Exercise aim: In the entries below, count every line containing "highway". Reply with the number alone.

Given entries:
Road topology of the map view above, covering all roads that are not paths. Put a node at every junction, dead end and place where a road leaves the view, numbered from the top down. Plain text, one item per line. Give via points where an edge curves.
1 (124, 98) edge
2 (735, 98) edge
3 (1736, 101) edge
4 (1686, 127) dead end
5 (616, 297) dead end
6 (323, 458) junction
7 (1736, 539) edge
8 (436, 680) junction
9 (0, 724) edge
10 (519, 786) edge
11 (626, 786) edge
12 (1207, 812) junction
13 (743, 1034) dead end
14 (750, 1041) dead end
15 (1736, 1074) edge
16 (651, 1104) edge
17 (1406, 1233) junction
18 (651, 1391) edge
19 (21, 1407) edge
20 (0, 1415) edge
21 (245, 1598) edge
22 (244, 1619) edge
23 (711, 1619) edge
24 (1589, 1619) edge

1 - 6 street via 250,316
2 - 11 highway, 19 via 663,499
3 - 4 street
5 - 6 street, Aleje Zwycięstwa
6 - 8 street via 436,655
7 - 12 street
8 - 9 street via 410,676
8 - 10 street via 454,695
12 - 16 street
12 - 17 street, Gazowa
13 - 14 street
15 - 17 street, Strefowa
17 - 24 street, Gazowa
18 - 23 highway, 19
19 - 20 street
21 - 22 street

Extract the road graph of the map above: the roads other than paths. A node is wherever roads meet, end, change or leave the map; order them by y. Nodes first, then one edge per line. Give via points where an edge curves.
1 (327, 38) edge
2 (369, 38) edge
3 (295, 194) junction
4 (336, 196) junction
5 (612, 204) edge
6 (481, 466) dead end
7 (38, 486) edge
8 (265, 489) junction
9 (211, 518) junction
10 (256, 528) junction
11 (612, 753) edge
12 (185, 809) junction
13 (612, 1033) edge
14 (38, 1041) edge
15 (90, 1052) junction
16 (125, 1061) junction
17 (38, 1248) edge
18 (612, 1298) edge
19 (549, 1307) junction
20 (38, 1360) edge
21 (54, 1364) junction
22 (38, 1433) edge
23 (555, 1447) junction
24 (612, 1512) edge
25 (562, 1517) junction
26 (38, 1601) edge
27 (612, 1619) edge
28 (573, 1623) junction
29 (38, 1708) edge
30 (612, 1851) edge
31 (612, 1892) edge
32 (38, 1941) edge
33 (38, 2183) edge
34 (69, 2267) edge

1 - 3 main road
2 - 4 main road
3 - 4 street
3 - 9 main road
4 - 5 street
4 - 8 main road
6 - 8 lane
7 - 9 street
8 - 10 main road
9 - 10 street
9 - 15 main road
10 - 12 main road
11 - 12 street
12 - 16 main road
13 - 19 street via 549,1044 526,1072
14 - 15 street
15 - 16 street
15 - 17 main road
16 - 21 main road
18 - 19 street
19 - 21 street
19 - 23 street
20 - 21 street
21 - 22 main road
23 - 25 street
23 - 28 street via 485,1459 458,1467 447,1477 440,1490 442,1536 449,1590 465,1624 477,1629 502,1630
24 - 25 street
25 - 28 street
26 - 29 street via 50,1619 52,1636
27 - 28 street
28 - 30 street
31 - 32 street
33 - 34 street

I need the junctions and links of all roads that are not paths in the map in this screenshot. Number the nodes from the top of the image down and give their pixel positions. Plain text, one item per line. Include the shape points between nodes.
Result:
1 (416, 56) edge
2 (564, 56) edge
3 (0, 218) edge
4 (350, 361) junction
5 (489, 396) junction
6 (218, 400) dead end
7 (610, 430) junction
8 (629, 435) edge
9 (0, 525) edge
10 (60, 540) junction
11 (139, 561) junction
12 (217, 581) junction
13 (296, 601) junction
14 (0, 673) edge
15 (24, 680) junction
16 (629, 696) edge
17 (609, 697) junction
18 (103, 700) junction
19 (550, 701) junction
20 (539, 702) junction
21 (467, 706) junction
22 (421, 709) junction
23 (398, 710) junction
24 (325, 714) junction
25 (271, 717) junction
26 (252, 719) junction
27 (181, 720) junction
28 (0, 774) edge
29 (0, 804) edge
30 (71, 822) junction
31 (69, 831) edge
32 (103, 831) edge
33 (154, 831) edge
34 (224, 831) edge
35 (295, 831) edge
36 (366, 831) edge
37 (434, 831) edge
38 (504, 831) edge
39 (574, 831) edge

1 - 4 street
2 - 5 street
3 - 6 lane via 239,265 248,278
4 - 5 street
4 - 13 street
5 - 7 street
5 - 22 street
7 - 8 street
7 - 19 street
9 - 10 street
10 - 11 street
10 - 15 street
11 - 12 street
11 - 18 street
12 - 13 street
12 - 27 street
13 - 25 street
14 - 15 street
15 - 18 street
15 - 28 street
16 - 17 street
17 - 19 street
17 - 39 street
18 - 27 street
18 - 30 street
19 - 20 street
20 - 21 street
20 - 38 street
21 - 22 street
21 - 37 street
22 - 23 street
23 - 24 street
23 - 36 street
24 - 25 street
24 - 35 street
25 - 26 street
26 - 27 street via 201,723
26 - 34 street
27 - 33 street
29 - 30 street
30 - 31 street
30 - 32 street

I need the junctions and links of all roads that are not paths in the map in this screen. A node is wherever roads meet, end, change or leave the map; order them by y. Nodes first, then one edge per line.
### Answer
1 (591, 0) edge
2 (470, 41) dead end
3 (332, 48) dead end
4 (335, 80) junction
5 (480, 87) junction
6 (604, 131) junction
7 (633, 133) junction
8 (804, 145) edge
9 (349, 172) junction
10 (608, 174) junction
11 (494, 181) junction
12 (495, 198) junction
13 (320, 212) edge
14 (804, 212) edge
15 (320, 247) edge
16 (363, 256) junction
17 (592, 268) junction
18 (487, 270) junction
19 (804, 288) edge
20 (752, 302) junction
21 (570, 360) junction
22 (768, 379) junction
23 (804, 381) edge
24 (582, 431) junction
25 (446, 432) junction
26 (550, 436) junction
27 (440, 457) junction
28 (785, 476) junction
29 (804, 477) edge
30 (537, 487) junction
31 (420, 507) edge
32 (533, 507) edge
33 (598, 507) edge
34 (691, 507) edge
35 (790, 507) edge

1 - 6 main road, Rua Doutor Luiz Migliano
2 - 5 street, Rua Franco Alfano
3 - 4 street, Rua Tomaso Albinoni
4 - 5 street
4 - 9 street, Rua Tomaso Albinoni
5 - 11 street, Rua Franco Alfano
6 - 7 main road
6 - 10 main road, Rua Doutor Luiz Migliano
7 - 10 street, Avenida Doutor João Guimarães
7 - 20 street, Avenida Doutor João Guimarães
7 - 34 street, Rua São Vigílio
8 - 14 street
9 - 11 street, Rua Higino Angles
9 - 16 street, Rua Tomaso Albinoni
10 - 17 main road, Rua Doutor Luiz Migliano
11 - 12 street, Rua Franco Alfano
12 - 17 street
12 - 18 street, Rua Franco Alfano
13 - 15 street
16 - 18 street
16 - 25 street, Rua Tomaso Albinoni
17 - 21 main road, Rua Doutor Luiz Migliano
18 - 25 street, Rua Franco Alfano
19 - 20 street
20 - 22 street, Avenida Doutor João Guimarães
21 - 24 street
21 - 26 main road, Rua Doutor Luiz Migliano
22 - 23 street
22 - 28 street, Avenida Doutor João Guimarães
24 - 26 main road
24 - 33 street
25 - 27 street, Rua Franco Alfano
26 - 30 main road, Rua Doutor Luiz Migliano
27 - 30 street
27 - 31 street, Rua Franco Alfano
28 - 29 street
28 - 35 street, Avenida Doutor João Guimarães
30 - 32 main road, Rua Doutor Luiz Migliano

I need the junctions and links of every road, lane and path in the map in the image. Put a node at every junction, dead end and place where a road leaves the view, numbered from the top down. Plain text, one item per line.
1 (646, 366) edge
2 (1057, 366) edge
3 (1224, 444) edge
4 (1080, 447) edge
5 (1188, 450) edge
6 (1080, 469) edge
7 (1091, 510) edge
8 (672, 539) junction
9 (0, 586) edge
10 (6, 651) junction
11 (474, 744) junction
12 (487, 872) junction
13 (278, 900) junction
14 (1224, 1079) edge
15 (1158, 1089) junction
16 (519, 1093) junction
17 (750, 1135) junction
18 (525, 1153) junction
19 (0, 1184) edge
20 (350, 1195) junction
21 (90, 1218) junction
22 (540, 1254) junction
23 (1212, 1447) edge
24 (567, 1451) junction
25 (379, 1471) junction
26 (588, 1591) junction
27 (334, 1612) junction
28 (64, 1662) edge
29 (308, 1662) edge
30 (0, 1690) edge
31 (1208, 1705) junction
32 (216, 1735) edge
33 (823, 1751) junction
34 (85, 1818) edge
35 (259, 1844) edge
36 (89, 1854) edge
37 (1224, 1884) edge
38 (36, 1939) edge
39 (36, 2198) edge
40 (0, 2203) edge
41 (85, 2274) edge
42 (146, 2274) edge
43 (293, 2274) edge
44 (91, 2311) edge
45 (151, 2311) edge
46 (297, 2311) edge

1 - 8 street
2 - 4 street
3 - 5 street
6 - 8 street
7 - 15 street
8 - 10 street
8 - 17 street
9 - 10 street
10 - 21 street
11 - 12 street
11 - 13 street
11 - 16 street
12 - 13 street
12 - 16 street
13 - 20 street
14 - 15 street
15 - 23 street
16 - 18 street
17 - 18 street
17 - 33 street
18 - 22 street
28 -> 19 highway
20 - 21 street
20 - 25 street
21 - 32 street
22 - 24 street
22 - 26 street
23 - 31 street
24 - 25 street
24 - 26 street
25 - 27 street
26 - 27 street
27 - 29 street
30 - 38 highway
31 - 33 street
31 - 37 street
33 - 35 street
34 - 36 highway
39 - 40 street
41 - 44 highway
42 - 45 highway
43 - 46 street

Task solution: 7